Captivated by Words

by admin on November 21, 2008


Photo by Ethan Hein.

Identity, the ultimate meme: a meme for life.
Soldier, parent, iconoclast, Muslim, blue collar, gay, drunk, smart, madman. Whatever you ‘are’, don’t forget: you’re also much more.


As a meme wraps up an idea seductively, a small reductive packaging-up of a piece of ostensible life, so too might a person attach Identity to the complexity that is himself and all that his life might be, to give himself purpose and priority by which he may act in a coherent way, consistent with the concept… (Whether or not he is successful in living consistently with it is less interesting to me than his desire to be drawn in by the idea) Identity and its components and implications may displace the person himself in a way, in all his confused and limitless potential, as driver.

Subordinating You to an abstraction in this way, curtailing yourself to define yourself, is a common enough tendency. It’s not to be confused with knowing yourself though, and wrapping yourself in comforting simplification is not the first step toward taking control and changing/improving your life.

It’s not that a Canadian, for example, isn’t a Canadian: But I’m wondering how much about someone is necessarily true if his passport is Canadian. What would that biodetail necessarily dictate? How much about you would you let it define with certainty, good or bad? Would you dare to step outside of what ‘Canadian’, or ‘blue collar’ or ‘not so great at math’ means to you? Are you declining possible life-enrichment if you are not comfortable with doing so? Are there benefits to maintaining a flexible relationship to some of the ways that you think of yourself, so as not to limit your development all through your life?

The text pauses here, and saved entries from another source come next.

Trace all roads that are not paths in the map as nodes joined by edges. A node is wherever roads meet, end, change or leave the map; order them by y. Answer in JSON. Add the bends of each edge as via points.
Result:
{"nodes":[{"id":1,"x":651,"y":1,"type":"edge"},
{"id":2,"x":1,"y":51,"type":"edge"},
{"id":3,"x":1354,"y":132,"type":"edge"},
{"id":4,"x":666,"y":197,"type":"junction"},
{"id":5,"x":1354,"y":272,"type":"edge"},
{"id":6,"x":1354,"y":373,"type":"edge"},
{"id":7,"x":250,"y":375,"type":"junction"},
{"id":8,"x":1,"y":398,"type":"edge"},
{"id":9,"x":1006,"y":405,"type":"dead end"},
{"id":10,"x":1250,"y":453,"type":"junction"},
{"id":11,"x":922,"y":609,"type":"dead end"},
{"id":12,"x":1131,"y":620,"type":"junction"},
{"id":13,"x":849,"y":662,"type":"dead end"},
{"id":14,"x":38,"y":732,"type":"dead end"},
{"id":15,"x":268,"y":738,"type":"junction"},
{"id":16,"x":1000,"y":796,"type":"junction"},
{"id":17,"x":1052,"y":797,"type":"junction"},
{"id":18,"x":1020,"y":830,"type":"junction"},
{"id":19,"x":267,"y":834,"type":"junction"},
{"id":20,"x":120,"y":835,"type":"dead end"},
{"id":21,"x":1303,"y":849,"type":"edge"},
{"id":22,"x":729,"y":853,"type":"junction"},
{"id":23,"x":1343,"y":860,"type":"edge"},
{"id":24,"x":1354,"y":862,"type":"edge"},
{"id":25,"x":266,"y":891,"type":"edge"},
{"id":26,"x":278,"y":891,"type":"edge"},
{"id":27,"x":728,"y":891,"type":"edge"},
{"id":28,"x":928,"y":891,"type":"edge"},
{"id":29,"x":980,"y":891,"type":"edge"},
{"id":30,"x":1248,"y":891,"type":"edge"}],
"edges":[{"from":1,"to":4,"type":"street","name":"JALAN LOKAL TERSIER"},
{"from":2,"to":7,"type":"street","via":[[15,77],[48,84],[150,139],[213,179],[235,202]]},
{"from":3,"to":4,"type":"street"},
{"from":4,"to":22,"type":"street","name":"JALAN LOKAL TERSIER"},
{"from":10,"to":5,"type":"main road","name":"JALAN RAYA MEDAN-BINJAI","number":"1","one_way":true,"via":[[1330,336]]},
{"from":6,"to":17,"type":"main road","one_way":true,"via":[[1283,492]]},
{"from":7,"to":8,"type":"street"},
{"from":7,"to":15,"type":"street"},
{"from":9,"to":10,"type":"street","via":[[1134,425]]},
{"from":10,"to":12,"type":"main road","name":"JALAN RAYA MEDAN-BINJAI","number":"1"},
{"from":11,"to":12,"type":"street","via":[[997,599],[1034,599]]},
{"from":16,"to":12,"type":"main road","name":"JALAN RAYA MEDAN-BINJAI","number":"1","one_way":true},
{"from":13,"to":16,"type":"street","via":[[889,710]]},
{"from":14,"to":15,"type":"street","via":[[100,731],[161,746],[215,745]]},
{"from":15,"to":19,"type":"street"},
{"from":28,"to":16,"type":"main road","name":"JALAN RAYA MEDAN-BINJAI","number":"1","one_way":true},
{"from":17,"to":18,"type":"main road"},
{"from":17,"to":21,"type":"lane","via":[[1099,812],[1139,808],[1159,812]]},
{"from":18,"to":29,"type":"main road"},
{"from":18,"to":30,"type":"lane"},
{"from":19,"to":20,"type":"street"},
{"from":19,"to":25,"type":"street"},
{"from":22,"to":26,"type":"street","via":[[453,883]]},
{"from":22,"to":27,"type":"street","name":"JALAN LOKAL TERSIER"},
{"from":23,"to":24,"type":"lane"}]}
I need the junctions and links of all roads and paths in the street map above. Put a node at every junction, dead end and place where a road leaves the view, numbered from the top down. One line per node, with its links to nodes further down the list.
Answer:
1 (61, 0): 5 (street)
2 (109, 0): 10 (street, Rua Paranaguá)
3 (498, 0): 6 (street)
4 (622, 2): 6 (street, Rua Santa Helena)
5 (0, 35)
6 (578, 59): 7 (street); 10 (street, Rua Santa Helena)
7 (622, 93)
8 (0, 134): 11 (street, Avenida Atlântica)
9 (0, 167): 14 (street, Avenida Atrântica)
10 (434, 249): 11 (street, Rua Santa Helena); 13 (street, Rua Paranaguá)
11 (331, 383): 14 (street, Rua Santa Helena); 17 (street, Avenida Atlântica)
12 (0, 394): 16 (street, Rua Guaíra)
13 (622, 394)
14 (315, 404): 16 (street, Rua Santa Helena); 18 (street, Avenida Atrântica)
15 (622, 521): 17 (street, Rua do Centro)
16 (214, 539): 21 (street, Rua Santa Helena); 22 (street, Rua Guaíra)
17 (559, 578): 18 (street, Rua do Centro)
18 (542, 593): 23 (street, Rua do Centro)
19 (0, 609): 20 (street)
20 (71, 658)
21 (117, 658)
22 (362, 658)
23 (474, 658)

What strikes me is that the person himself is rarely the creator of these concepts, these Identities; be adopts them rather than creating them. In this way or to the extent that he does, can he call his life ‘his own’?
Well, if they are just hats he wears, and he resists confusing them with Himself, and moreover makes the choice himself to wear them, then does he maintains himself as ‘driver’?
There seems to be a point, again, where he gives himself over to the premise of Identity, and in so doing risks avoiding examination of the premises he has adopted for/as himself…. A hat might ‘add character’ but it can never be confused with the contents of the head upon which it rests, and anyway, did you ever wear one of which you didn’t tire eventually?